→ **What you have to do**
How many lines below hold "each"? Answer with only the number.

→ **The data**
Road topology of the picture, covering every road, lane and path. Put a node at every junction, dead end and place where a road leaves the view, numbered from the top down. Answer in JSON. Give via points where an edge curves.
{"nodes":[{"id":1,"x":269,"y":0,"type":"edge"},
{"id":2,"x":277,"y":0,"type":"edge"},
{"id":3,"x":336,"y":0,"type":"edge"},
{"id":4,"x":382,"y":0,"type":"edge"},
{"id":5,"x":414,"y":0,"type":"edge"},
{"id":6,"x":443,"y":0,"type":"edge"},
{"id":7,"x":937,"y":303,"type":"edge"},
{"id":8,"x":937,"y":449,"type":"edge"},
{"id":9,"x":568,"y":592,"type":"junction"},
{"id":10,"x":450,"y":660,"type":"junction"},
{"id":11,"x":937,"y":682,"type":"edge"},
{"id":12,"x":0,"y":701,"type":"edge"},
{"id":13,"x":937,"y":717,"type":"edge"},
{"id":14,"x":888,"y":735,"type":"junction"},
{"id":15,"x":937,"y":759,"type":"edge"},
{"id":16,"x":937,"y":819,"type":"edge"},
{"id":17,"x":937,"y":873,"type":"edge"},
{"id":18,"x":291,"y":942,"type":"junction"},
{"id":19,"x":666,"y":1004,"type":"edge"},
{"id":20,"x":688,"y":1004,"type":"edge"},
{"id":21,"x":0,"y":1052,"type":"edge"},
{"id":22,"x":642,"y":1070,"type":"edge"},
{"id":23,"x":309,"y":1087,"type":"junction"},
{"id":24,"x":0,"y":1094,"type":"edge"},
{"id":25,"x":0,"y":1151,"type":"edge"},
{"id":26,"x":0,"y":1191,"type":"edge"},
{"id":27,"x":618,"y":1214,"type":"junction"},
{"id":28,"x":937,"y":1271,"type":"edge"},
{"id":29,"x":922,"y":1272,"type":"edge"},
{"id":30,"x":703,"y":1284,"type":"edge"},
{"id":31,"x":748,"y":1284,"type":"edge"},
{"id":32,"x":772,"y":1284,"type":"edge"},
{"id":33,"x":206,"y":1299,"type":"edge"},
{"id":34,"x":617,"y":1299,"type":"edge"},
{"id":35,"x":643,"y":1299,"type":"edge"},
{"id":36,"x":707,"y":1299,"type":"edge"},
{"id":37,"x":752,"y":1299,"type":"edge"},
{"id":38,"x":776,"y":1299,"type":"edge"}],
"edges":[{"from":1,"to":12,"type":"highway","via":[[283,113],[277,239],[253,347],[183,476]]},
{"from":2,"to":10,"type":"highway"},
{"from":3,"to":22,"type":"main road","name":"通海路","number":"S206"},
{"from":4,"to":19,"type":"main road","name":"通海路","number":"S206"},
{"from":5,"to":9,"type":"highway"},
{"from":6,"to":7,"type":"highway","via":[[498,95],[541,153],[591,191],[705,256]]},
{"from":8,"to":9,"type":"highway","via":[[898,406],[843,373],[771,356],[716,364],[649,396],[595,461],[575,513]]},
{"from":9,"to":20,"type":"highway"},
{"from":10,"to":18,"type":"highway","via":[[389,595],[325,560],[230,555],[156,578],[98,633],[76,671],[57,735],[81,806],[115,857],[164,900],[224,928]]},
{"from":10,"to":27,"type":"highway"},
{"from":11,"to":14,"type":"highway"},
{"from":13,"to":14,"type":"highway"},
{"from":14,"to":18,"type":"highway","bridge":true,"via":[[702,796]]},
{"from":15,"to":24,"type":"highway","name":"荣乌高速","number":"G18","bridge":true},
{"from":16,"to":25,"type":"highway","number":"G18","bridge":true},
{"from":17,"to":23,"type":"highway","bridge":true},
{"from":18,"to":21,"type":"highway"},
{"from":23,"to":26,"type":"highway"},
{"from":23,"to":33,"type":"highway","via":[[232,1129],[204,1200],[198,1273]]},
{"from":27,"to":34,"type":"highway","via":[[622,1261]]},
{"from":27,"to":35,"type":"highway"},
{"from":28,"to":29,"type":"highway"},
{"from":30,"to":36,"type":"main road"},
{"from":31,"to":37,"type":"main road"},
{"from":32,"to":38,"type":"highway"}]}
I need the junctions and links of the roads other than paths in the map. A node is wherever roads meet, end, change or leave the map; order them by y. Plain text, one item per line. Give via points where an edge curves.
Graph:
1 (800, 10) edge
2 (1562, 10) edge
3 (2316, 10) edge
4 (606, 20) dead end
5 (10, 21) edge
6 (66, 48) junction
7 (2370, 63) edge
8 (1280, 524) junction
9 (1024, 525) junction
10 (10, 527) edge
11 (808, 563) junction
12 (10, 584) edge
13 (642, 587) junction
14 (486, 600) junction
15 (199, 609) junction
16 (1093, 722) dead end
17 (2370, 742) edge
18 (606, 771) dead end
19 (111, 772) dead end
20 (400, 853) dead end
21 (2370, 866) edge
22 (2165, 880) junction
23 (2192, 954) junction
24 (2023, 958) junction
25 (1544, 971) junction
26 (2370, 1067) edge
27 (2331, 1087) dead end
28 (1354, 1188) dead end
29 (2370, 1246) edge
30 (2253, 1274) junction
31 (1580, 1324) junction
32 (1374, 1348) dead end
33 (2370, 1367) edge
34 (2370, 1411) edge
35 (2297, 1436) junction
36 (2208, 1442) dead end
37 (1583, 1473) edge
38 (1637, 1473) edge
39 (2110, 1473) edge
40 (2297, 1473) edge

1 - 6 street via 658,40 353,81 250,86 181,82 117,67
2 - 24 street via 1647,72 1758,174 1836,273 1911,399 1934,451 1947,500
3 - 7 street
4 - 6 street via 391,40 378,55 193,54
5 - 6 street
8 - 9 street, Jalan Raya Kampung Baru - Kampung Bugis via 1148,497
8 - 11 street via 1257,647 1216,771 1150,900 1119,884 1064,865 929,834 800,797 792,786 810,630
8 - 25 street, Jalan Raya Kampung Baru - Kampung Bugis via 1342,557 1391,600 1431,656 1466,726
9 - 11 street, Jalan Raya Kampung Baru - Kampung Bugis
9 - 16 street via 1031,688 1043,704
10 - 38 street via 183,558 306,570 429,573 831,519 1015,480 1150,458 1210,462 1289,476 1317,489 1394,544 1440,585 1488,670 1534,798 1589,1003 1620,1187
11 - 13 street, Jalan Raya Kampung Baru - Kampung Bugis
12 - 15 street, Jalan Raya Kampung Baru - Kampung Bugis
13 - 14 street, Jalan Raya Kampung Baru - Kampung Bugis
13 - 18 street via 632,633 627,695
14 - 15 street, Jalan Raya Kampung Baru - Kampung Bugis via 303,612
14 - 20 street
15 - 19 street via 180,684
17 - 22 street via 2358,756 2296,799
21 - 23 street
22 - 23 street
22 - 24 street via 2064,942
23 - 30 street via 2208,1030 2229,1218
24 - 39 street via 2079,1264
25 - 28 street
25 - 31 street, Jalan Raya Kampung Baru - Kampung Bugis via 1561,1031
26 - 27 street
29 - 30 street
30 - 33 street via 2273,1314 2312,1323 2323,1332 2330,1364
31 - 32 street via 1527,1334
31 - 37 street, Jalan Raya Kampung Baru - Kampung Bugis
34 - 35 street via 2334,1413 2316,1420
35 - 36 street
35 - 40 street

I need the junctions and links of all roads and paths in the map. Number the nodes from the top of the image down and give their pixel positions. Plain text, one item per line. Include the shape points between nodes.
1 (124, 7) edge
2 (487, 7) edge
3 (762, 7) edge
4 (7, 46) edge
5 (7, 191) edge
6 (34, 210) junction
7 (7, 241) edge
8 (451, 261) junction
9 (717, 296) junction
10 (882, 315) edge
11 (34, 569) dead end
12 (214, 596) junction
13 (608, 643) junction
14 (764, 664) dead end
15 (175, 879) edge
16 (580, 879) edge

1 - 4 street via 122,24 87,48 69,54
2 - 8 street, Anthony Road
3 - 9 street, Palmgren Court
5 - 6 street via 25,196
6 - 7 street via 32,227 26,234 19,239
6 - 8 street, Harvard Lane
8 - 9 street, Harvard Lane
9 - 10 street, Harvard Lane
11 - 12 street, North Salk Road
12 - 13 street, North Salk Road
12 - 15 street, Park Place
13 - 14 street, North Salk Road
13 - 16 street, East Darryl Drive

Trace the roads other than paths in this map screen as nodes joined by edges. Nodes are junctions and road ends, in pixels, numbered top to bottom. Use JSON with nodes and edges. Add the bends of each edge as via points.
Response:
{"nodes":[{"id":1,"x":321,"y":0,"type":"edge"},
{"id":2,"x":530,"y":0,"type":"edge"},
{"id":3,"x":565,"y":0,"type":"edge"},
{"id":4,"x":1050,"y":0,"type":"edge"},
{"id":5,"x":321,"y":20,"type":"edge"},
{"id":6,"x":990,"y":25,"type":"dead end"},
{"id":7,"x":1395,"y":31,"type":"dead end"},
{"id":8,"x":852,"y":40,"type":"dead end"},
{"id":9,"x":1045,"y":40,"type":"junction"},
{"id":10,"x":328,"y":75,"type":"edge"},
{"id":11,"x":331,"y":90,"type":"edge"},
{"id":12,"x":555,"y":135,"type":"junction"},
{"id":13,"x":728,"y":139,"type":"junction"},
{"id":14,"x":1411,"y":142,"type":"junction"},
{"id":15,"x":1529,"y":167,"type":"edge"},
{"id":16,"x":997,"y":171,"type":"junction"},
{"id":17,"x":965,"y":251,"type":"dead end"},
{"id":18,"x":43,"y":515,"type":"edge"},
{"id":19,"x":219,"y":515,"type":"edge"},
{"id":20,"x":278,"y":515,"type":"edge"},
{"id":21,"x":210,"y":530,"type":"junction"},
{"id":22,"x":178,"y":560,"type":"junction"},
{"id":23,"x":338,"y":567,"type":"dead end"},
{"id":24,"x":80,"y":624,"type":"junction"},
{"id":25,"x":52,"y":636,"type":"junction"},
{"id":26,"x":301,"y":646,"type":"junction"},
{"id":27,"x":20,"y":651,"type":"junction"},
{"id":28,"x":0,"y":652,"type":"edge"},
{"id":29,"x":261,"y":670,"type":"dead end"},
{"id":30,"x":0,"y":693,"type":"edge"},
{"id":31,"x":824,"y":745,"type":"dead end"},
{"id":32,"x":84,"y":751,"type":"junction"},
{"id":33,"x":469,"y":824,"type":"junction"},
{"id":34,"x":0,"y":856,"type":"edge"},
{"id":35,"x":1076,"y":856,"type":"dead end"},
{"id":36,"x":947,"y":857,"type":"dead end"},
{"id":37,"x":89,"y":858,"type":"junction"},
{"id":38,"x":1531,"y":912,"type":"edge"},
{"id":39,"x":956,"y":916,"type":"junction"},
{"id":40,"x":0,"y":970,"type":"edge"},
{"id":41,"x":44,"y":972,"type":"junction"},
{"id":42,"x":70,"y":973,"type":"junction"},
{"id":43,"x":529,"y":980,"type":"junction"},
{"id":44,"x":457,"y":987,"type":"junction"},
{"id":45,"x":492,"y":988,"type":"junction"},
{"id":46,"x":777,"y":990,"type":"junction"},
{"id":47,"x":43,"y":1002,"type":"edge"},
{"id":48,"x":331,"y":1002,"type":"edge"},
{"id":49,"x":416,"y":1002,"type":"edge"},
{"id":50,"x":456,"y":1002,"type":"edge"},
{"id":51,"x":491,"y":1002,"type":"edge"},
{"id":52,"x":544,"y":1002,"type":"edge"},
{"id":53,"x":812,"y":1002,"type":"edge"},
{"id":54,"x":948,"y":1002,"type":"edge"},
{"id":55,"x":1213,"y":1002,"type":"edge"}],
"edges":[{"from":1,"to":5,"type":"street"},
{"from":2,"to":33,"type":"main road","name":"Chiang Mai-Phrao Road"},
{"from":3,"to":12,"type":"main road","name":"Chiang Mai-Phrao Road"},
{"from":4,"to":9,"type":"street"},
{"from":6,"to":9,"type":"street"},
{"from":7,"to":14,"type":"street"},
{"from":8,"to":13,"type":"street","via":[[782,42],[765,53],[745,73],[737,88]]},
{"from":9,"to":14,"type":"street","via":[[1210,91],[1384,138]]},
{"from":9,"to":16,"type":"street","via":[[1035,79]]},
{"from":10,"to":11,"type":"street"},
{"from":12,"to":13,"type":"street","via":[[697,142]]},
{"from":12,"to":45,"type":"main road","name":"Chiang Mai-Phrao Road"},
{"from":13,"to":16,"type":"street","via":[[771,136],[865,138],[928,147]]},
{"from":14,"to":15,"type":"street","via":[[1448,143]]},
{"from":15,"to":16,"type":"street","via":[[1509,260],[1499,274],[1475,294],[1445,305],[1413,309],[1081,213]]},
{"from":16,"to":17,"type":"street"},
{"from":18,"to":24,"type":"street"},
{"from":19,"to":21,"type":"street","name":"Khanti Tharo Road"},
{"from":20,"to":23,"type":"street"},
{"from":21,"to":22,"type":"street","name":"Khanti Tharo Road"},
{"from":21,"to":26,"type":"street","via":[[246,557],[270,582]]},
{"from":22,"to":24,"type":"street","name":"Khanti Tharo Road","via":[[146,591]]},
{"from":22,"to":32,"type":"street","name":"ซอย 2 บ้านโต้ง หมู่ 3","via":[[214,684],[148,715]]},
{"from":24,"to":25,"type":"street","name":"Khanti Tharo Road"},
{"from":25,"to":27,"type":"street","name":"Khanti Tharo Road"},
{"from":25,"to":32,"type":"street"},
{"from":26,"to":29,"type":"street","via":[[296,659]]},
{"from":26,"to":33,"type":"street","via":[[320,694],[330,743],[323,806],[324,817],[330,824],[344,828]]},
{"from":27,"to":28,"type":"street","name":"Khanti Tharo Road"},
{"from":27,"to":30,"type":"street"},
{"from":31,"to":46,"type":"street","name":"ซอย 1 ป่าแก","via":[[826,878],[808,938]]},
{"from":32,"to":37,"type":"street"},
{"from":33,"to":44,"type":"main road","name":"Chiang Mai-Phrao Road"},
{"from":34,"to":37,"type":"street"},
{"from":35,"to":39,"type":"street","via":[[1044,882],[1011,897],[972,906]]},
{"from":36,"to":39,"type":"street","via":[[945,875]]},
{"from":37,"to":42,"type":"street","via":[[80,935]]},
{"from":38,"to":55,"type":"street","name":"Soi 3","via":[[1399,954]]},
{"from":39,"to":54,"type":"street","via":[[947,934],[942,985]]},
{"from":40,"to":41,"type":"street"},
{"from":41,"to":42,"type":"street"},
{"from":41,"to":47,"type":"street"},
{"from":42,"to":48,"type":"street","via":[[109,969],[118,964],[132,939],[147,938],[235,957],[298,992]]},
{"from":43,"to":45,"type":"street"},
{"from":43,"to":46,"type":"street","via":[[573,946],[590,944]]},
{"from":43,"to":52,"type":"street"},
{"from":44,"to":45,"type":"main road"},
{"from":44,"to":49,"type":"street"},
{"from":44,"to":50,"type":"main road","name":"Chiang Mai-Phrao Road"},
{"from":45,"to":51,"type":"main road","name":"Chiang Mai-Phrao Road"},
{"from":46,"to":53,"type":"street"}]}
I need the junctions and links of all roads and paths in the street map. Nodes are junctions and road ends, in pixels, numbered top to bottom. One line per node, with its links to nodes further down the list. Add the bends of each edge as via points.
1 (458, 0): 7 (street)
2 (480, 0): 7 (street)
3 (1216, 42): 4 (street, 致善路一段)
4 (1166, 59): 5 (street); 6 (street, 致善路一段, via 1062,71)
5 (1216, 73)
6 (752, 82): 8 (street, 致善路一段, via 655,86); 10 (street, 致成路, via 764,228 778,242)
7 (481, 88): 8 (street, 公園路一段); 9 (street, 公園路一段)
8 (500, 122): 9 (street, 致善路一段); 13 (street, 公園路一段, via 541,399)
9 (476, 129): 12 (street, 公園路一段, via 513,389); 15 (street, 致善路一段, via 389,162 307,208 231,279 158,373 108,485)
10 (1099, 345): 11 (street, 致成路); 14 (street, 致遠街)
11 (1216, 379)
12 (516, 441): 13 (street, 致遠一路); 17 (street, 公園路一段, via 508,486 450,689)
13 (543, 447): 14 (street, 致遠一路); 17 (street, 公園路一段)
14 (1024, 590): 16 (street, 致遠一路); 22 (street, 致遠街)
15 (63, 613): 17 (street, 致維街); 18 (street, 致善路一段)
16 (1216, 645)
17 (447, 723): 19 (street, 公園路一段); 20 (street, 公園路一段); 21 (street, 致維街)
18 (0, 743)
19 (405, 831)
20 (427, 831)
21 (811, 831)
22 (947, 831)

→ **Expected answer**
2